* Work required
It is required that all of the data be written out exactly.

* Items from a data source
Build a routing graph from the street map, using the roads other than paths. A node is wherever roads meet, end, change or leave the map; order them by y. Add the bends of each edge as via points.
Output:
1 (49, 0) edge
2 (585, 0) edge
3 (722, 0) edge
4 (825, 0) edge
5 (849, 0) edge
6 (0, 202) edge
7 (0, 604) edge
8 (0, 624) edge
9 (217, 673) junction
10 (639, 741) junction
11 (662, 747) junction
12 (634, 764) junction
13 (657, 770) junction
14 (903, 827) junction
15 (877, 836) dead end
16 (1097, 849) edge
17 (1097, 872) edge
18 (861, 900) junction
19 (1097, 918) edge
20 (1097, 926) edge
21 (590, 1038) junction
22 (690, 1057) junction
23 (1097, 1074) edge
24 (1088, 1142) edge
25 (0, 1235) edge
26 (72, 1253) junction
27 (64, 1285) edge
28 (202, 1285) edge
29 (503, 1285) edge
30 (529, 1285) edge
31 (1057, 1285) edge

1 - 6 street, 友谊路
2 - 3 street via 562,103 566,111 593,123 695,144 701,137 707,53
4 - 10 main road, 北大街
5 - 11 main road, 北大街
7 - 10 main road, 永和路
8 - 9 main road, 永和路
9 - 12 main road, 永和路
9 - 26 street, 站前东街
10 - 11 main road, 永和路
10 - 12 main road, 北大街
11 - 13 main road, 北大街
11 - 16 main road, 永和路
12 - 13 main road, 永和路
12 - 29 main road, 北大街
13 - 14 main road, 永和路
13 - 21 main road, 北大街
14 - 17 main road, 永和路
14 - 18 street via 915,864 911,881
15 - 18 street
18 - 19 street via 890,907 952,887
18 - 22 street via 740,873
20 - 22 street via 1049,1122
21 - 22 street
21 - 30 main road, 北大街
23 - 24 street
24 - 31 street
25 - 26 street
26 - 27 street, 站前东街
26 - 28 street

* Exercise response
Build a routing graph from the street map, using the roads other than paths. A node is wherever roads meet, end, change or leave the map; order them by y. Add the bends of each edge as via points.
Output:
1 (49, 0) edge
2 (585, 0) edge
3 (722, 0) edge
4 (825, 0) edge
5 (849, 0) edge
6 (0, 202) edge
7 (0, 604) edge
8 (0, 624) edge
9 (217, 673) junction
10 (639, 741) junction
11 (662, 747) junction
12 (634, 764) junction
13 (657, 770) junction
14 (903, 827) junction
15 (877, 836) dead end
16 (1097, 849) edge
17 (1097, 872) edge
18 (861, 900) junction
19 (1097, 918) edge
20 (1097, 926) edge
21 (590, 1038) junction
22 (690, 1057) junction
23 (1097, 1074) edge
24 (1088, 1142) edge
25 (0, 1235) edge
26 (72, 1253) junction
27 (64, 1285) edge
28 (202, 1285) edge
29 (503, 1285) edge
30 (529, 1285) edge
31 (1057, 1285) edge

1 - 6 street, 友谊路
2 - 3 street via 562,103 566,111 593,123 695,144 701,137 707,53
4 - 10 main road, 北大街
5 - 11 main road, 北大街
7 - 10 main road, 永和路
8 - 9 main road, 永和路
9 - 12 main road, 永和路
9 - 26 street, 站前东街
10 - 11 main road, 永和路
10 - 12 main road, 北大街
11 - 13 main road, 北大街
11 - 16 main road, 永和路
12 - 13 main road, 永和路
12 - 29 main road, 北大街
13 - 14 main road, 永和路
13 - 21 main road, 北大街
14 - 17 main road, 永和路
14 - 18 street via 915,864 911,881
15 - 18 street
18 - 19 street via 890,907 952,887
18 - 22 street via 740,873
20 - 22 street via 1049,1122
21 - 22 street
21 - 30 main road, 北大街
23 - 24 street
24 - 31 street
25 - 26 street
26 - 27 street, 站前东街
26 - 28 street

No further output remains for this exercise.